Col in Graubünden, Switzerland

The Diavolezza is a col and ski resort above the Val Bernina in Graubünden. The col has an altitude of 2958 m and is located between Munt Pers (northwest, 3207 m) and Piz Trovat (southeast, 3146 m).

From Diavolezza one can see the highest peaks of the Eastern Alps, including the Piz Bernina, and the Pers Glacier, a tributary of the Morteratsch Glacier.

== Tourism ==
The mountain can be reached by cable car from Val Bernina, the Bernina Pass valley. At the base station of the cable car on 2096 m there is the Bernina Diavolezza railway station on the Bernina Line of the Rhaetian Railway (RhB)).
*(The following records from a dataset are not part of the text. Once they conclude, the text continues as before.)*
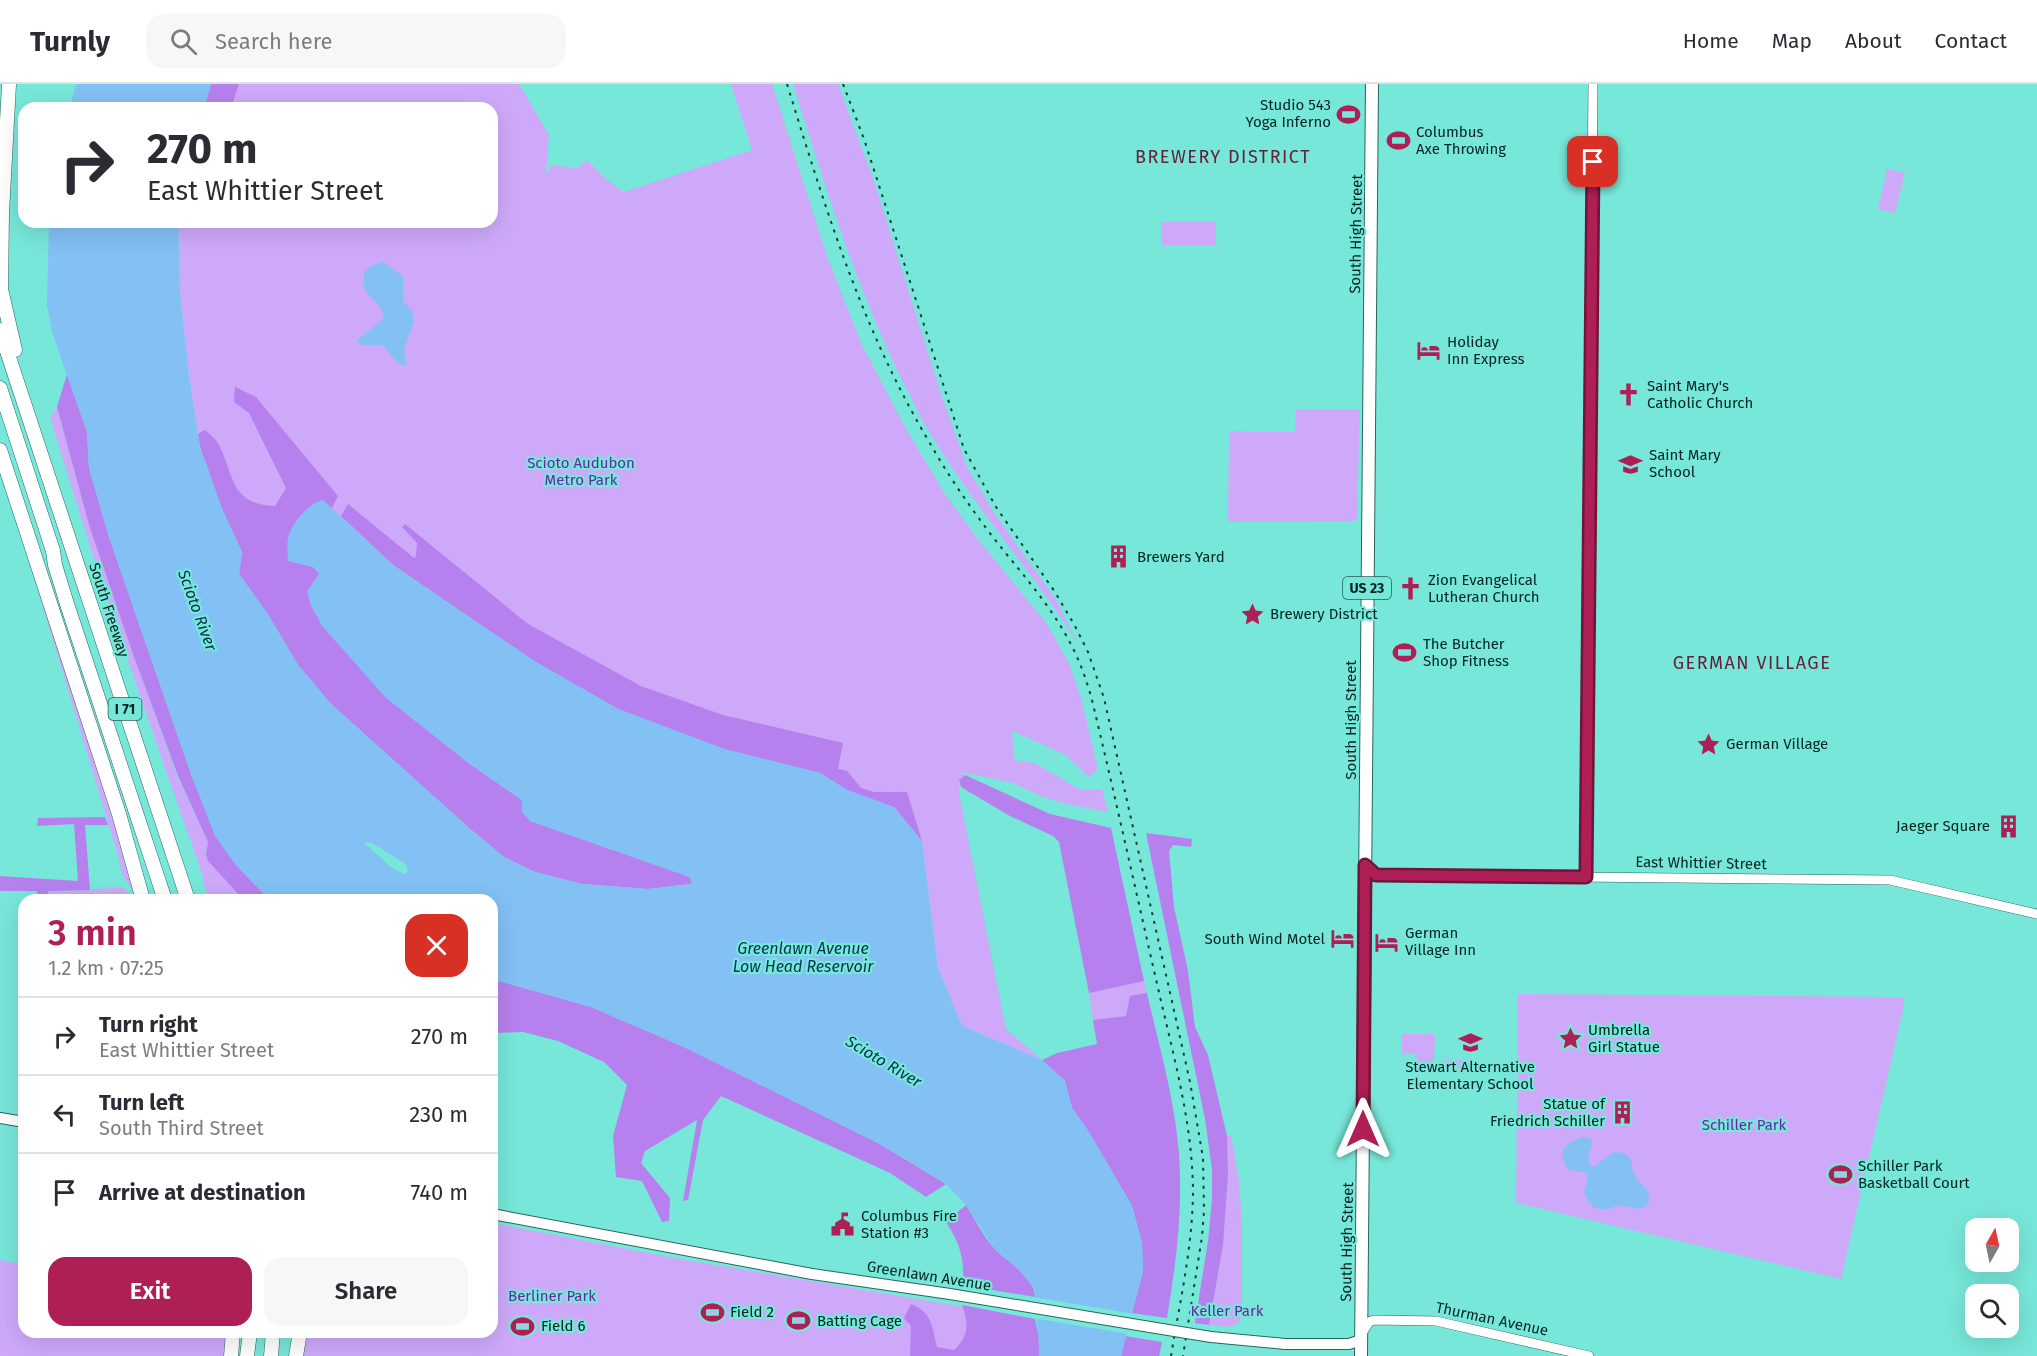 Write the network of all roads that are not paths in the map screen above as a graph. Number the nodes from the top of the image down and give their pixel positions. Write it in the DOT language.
graph roads {
  1 [pos="9,84"];
  2 [pos="1372,84"];
  3 [pos="1593,84"];
  4 [pos="0,330"];
  5 [pos="0,388"];
  6 [pos="0,417"];
  7 [pos="0,450"];
  8 [pos="44,463"];
  9 [pos="55,565"];
  10 [pos="119,814"];
  11 [pos="168,840"];
  12 [pos="1365,865"];
  13 [pos="1586,877"];
  14 [pos="142,894"];
  15 [pos="155,894"];
  16 [pos="163,894"];
  17 [pos="186,894"];
  18 [pos="190,894"];
  19 [pos="2037,914"];
  20 [pos="0,1118"];
  21 [pos="18,1121"];
  22 [pos="498,1215"];
  23 [pos="1361,1336"];
  24 [pos="232,1338"];
  25 [pos="250,1338"];
  26 [pos="272,1338"];
  27 [pos="299,1338"];
  28 [pos="231,1356"];
  29 [pos="248,1356"];
  30 [pos="271,1356"];
  31 [pos="296,1356"];
  32 [pos="1360,1356"];
  33 [pos="1589,1356"];
  1 -- 8 [label="highway, I 71"];
  2 -- 12 [label="main road, South High Street / US 23"];
  3 -- 13 [label="street"];
  4 -- 8 [label="highway, South Freeway"];
  5 -- 9 [label="highway"];
  6 -- 9 [label="highway, I 71"];
  7 -- 10 [label="highway"];
  8 -- 11 [label="highway, South Freeway / I 71"];
  9 -- 16 [label="highway, I 71"];
  10 -- 14 [label="highway"];
  10 -- 15 [label="highway"];
  11 -- 17 [label="highway, South Freeway / I 71"];
  11 -- 18 [label="highway"];
  12 -- 13 [label="street, East Whittier Street"];
  12 -- 23 [label="main road, South High Street / US 23"];
  13 -- 19 [label="street, East Whittier Street"];
  20 -- 21 [label="main road"];
  22 -- 23 [label="main road, Greenlawn Avenue, bridge"];
  23 -- 32 [label="main road, South High Street / US 23"];
  23 -- 33 [label="street, Thurman Avenue"];
  24 -- 28 [label="highway"];
  25 -- 29 [label="highway"];
  26 -- 30 [label="highway"];
  27 -- 31 [label="highway"];
}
At the top station on 2978 m, there is a restaurant with a panoramic terrace, as well as a hotel offering both hotel-class and bunk-style accommodations.

The Diavolezza is one of the ski areas of the Upper Engadine (from 1,896 m to 3,066 m). The skiing area is connected to that of Piz Lagalb, which lies on the opposite side of the valley. The two areas are usually promoted as one, called Diavolezza-Lagalb. The Diavolezza-Lagalb area is known for its difficult slopes, all red and black, as well as the good snow conditions lasting often as long as May. Especially popular is the difficult 10 km slope down the Morteratsch Glacier to the Morteratsch railway station (the slope on the glacier is marked and secured).

Each month at full moon, there is moonlight skiing in the evening.